Limits needed on investor-owned homes

Wisconsin residents are being caught between a rock and a hard place when it comes to ever-increasing home costs.

According to the Wisconsin Realtors Association, the median value of homes in Wisconsin has more than doubled since 2010. In 2010, the median price of a home in Wisconsin was $141,000. In April 2025, the median price of a home in the state was $320,900. The trend shows no sign of stopping, with median home prices showing a price jump between April 2024 and April 2025 at nearly three times the rate of inflation.

With home prices soaring across the state, Wisconsin’s young families are being priced out of home ownership, while longtime residents are seeing steep tax bill increases due to rapidly rising assessments.

The housing market is big and complex. There are many factors that influence housing costs, including supply and demand, availability of low-cost interest rates and material costs. On the national level, and as an increasing factor in Wisconsin, is the growing presence of consolidation of available housing stock by investment companies and hedge funds. Sen. Sarah Keyeski of Lodi is seeking to put limits on hedge funds being able to purchase single-family homes in the state.

Hedge funds pool money, generally from wealthy investors, and invest it in a range of markets.
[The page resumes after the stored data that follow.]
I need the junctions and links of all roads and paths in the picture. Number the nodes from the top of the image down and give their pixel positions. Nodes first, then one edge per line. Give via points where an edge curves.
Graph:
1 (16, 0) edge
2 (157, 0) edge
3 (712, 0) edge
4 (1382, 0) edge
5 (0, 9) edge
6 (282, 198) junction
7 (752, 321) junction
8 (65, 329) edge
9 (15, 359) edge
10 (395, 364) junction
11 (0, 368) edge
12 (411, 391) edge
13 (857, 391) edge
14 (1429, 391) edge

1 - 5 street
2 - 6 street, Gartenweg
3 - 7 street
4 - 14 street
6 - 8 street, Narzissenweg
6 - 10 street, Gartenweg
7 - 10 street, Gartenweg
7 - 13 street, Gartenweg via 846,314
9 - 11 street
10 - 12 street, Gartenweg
This gives these investment groups a sizable pool of cash. When it comes to home purchases, these investors purchase single- family homes and convert them into rental properties.

While rentals are a necessary part of any community’s housing equation, consolidation of property ownership prevents individuals from building equity and longterm financial stability.

In an article with the independent, non-partisan news organization Wisconsin Watch, Keyeski said that hedge funds “really gives them almost unlimited power to buy what they would like at prices that are often out of reach for a typical purchaser.”

The deeper pockets of hedge funds and other investment groups gives them an advantage when it comes to outbidding private individuals and families.

This impact has been seen in the Milwaukee area where three companies, VineBrook Homes, SFR3 and Highgrove Holdings, owned about 1,500 homes as of the end of 2022, according to a 2023 analysis from John Johnson, a research fellow at Marquette University’s Lubar Center for Public Policy Research and Civic Education. The impact is being felt nationally, too, with RedFin, a real estate brokerage and mortgage company, reporting that about one in six homes purchased in the last quarter of 2024 was by investor-backed groups.

Restricting the ability of these investor-backed groups from manipulating the housing markets through their ability to pay premium prices is a necessary step to ensure that individual homeowners have access to markets.

Home ownership is an intrinsic part of the American dream, and state leaders need to ensure that dream remains attainable for all Wisconsin residents.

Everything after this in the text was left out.